Metadata-Version: 2.1
Name: datafold
Version: 1.1.5
Summary: UNKNOWN
Home-page: https://datafold-dev.gitlab.io/datafold
Author: datafold development team
Author-email: daniel.lehmberg@hm.edu
License: MIT
Download-URL: https://pypi.org/project/datafold/
Description: Quick links
        ^^^^^^^^^^^
        
        `Source repository <https://gitlab.com/datafold-dev/datafold>`__ |
        `Contributing and feedback <https://datafold-dev.gitlab.io/datafold/contributing.html>`__ |
        `PyPI <https://pypi.org/project/datafold/>`__ |
        `Documentation <https://datafold-dev.gitlab.io/datafold/>`__ |
        `Tutorials <https://datafold-dev.gitlab.io/datafold/tutorial_index.html>`__ |
        `Scientific literature <https://datafold-dev.gitlab.io/datafold/references.html>`__
        
        What is *datafold*?
        ====================
        
        *datafold* is a `MIT-licensed <https://gitlab.com/datafold-dev/datafold/-/blob/master/LICENSE>`__
        Python package containing operator-theoretic, data-driven models to identify dynamical
        systems from time series data and to infer geometrical structures in point clouds.
        
        The package includes:
        
        * Data structures to handle point clouds on manifolds (``PCManifold``) and time series
          collections (``TSCDataFrame``). The data structures are used both internally and for
          model input/outputs. In contrast to solutions of found in other projects,
          resorting to lists of Numpy arrays, ``TSCDataFrame`` makes it much easier to describe
          collected time series data by storing the data in a single object.

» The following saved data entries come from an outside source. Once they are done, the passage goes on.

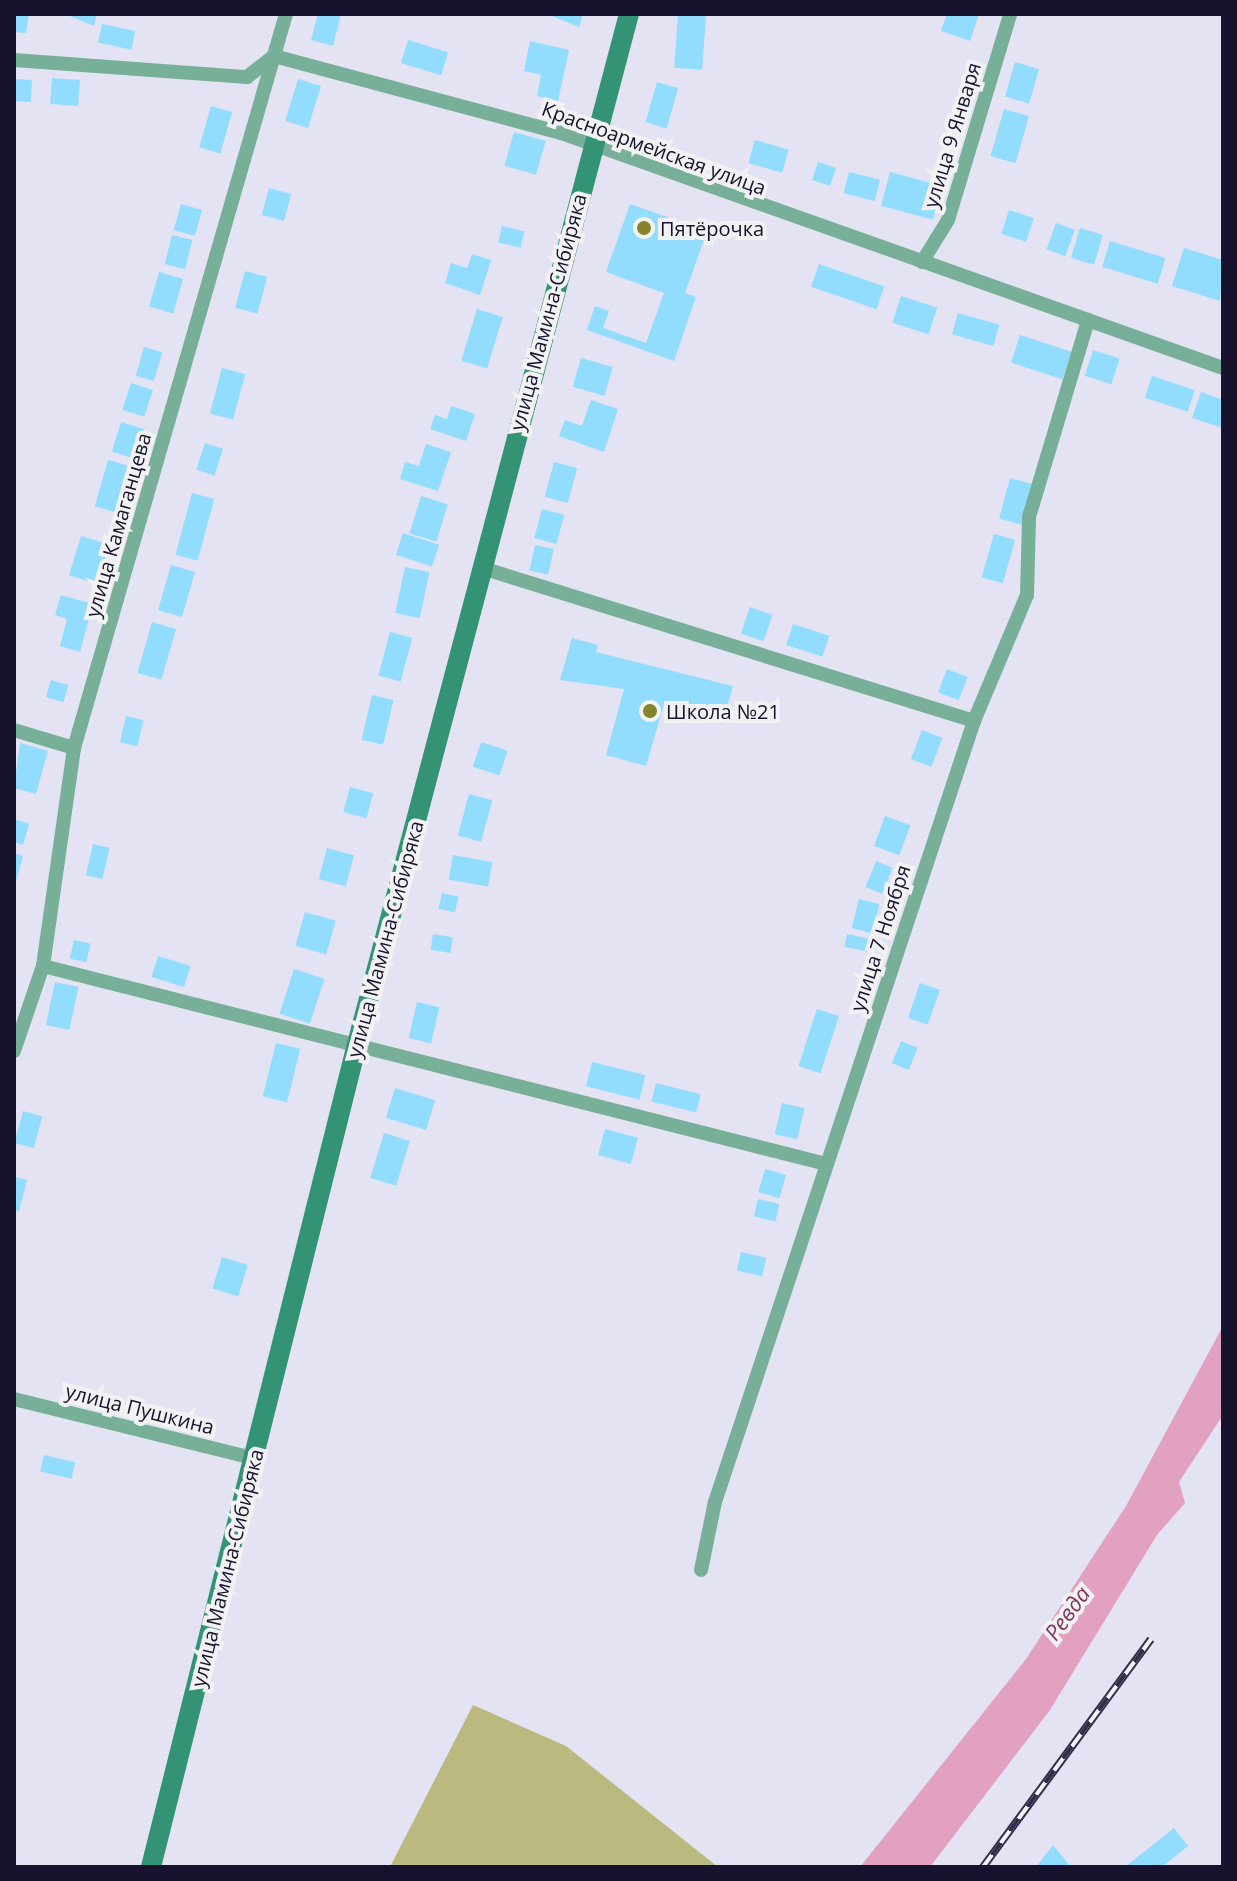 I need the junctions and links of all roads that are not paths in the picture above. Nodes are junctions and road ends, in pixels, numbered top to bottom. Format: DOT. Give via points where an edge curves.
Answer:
graph roads {
  1 [pos="286,14"];
  2 [pos="629,14"];
  3 [pos="1010,14"];
  4 [pos="274,56"];
  5 [pos="14,60"];
  6 [pos="591,148"];
  7 [pos="922,262"];
  8 [pos="1088,320"];
  9 [pos="1223,368"];
  10 [pos="482,568"];
  11 [pos="974,721"];
  12 [pos="14,730"];
  13 [pos="74,748"];
  14 [pos="43,966"];
  15 [pos="357,1044"];
  16 [pos="14,1051"];
  17 [pos="826,1164"];
  18 [pos="14,1399"];
  19 [pos="256,1459"];
  20 [pos="701,1570"];
  21 [pos="151,1867"];
  1 -- 4 [label="street, улица Камаганцева"];
  2 -- 6 [label="street, улица Мамина-Сибиряка"];
  3 -- 7 [label="street, улица 9 Января" via="948,220"];
  4 -- 5 [label="street" via="247,77"];
  4 -- 6 [label="street, Красноармейская улица" via="561,133"];
  4 -- 13 [label="street, улица Камаганцева"];
  6 -- 7 [label="street, Красноармейская улица"];
  6 -- 10 [label="street, улица Мамина-Сибиряка"];
  7 -- 8 [label="street, Красноармейская улица"];
  8 -- 9 [label="street, Красноармейская улица"];
  8 -- 11 [label="street, улица 7 Ноября" via="1029,517 1027,595"];
  10 -- 11 [label="street"];
  10 -- 15 [label="street, улица Мамина-Сибиряка"];
  11 -- 17 [label="street, улица 7 Ноября"];
  12 -- 13 [label="street"];
  13 -- 14 [label="street, улица Камаганцева"];
  14 -- 15 [label="street"];
  14 -- 16 [label="street, улица Камаганцева"];
  15 -- 17 [label="street"];
  15 -- 19 [label="street, улица Мамина-Сибиряка"];
  17 -- 20 [label="street, улица 7 Ноября" via="715,1502"];
  18 -- 19 [label="street, улица Пушкина"];
  19 -- 21 [label="street, улица Мамина-Сибиряка"];
} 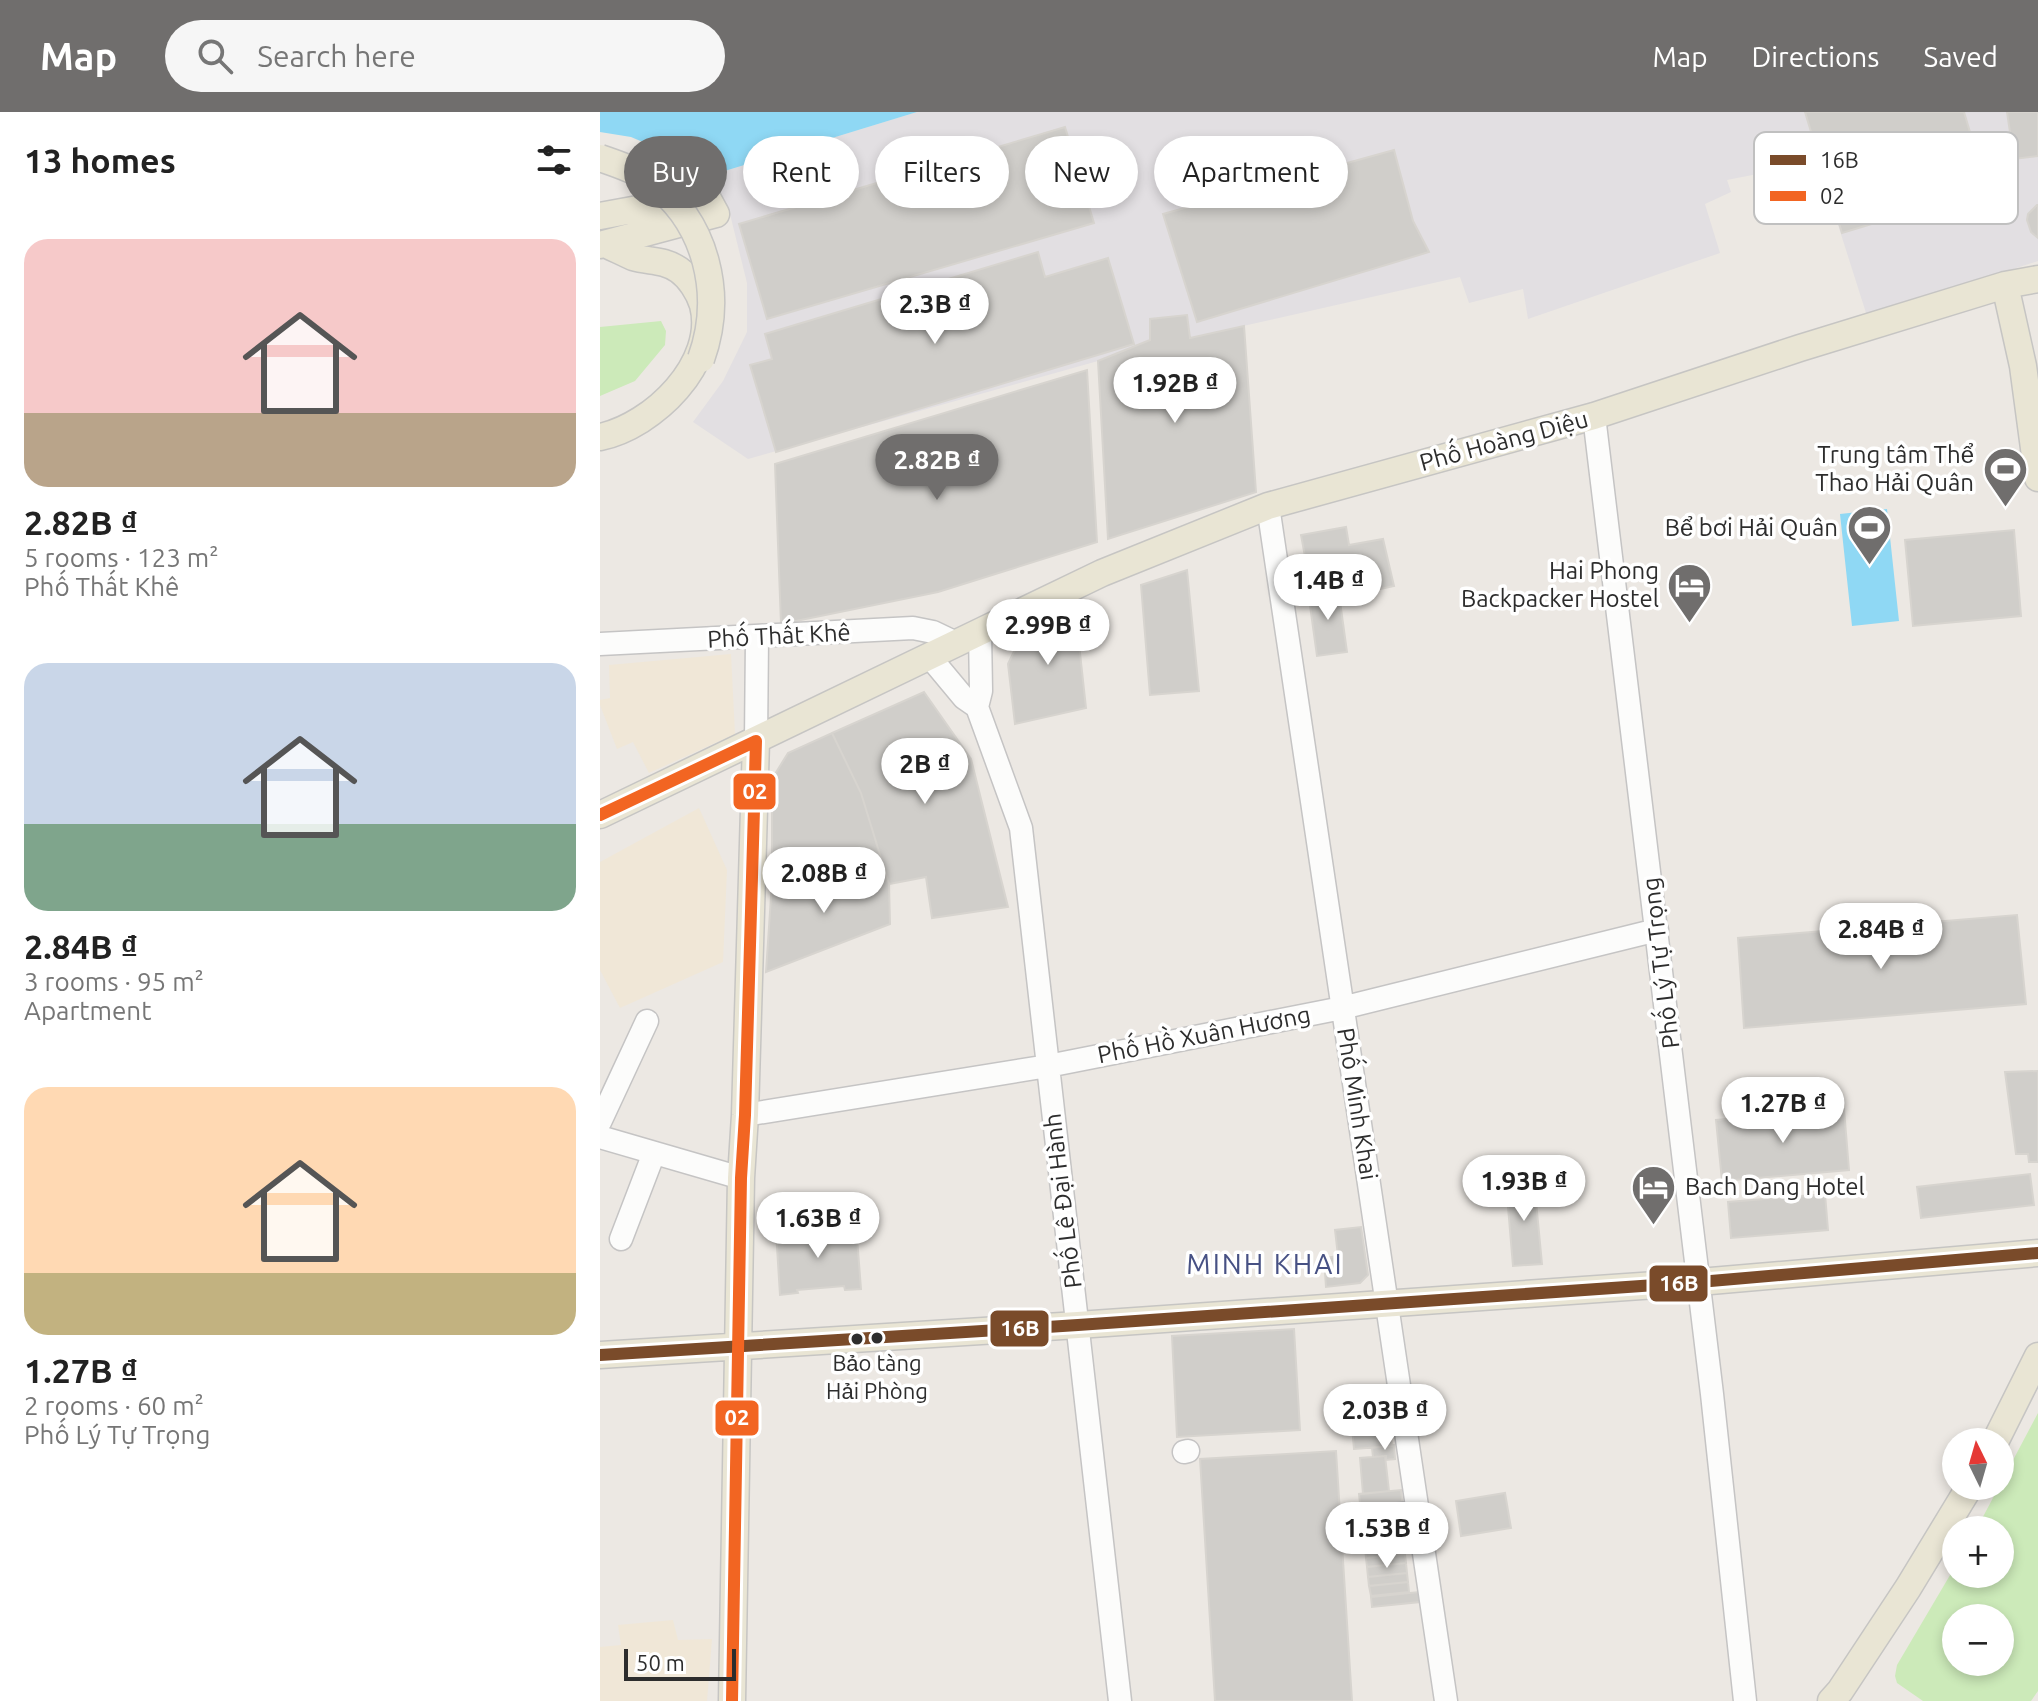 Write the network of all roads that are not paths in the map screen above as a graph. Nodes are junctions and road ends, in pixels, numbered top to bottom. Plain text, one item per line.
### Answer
1 (600, 158) edge
2 (600, 216) edge
3 (603, 244) edge
4 (2038, 279) edge
5 (2005, 285) junction
6 (1594, 416) junction
7 (600, 439) edge
8 (2038, 478) edge
9 (1268, 506) junction
10 (757, 638) junction
11 (968, 638) junction
12 (600, 644) edge
13 (929, 656) junction
14 (977, 707) junction
15 (756, 741) junction
16 (600, 815) edge
17 (1657, 930) junction
18 (1342, 1008) junction
19 (647, 1021) dead end
20 (1048, 1066) junction
21 (745, 1115) junction
22 (600, 1122) edge
23 (600, 1137) edge
24 (654, 1153) junction
25 (741, 1178) junction
26 (621, 1239) dead end
27 (2038, 1253) edge
28 (1699, 1282) junction
29 (1387, 1302) junction
30 (1078, 1325) junction
31 (738, 1346) junction
32 (600, 1355) edge
33 (2038, 1356) edge
34 (2002, 1428) edge
35 (1961, 1500) edge
36 (1418, 1511) junction
37 (1352, 1522) dead end
38 (1841, 1698) edge
39 (732, 1701) edge
40 (1120, 1701) edge
41 (1446, 1701) edge
42 (1745, 1701) edge

1 - 7 main road, bridge
2 - 3 main road
3 - 7 main road
4 - 5 main road, Phố Hoàng Diệu
5 - 6 main road, Phố Hoàng Diệu
5 - 8 main road
6 - 9 main road, Phố Hoàng Diệu
6 - 17 street, Phố Lý Tự Trọng
9 - 11 main road, Phố Hoàng Diệu
9 - 18 street, Phố Minh Khai
10 - 11 street, Phố Thất Khê
10 - 12 street, Phố Thất Khê
10 - 15 street
11 - 13 main road, Phố Hoàng Diệu
11 - 14 street, Phố Lê Đại Hành
13 - 14 street, Phố Lê Đại Hành
13 - 15 main road, Phố Hoàng Diệu
14 - 20 street, Phố Lê Đại Hành
15 - 16 main road, Phố Hoàng Diệu
15 - 21 main road
17 - 18 street, Phố Hồ Xuân Hương
17 - 28 street, Phố Lý Tự Trọng
18 - 20 street, Phố Hồ Xuân Hương
18 - 29 street, Phố Minh Khai
19 - 22 street
20 - 21 street, Phố Hồ Xuân Hương
20 - 30 street, Phố Lê Đại Hành
21 - 25 main road
23 - 24 street
24 - 25 street
24 - 26 street
25 - 31 main road
27 - 28 main road
28 - 29 main road
28 - 42 street, Phố Lý Tự Trọng
29 - 30 main road
29 - 36 street, Phố Minh Khai
30 - 31 main road
30 - 40 street, Phố Lê Đại Hành
31 - 32 main road
31 - 39 main road
33 - 34 main road
35 - 38 main road
36 - 37 street
36 - 41 street, Phố Minh Khai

        * An efficient implementation of the ``DiffusionMaps`` model to infer geometric
          meaningful structures from data, such as the eigenfunctions of the
          Laplace-Beltrami operator. As a distinguishing factor to other implementations, the
          model can handle a sparse kernel matrix and allows setting an arbitrary kernel,
          including the standard Gaussian kernel,
          `continuous k-nearest neighbor kernel <https://arxiv.org/abs/1606.02353>`__, or
          `dynamics-adapted cone kernel <https://cims.nyu.edu/~dimitris/files/Giannakis15_cone_kernels.pdf>`__.
        * Out-of-sample extensions for the Diffusion Maps model, such as the (auto-tuned)
          Laplacian Pyramids or Geometric Harmonics to interpolate general function values on a
          point cloud manifold.
        * An implementation of the (Extended-) Dynamic Mode Decomposition (e.g. model ``DMDFull``
          or ``EDMD``) as a data-driven model to identify dynamical systems from time series
          collection data. The EDMD model subclasses from flexible scikit-learn
          `Pipeline <https://scikit-learn.org/stable/modules/generated/sklearn.pipeline.Pipeline.html>`__,
          which allows setting up and transforming time series collection data to a more suitable
          feature state (cf. Koopman operator theory). Two interesting transformations are the
          Diffusion Maps and time-delay embedding series for phase space reconstruction.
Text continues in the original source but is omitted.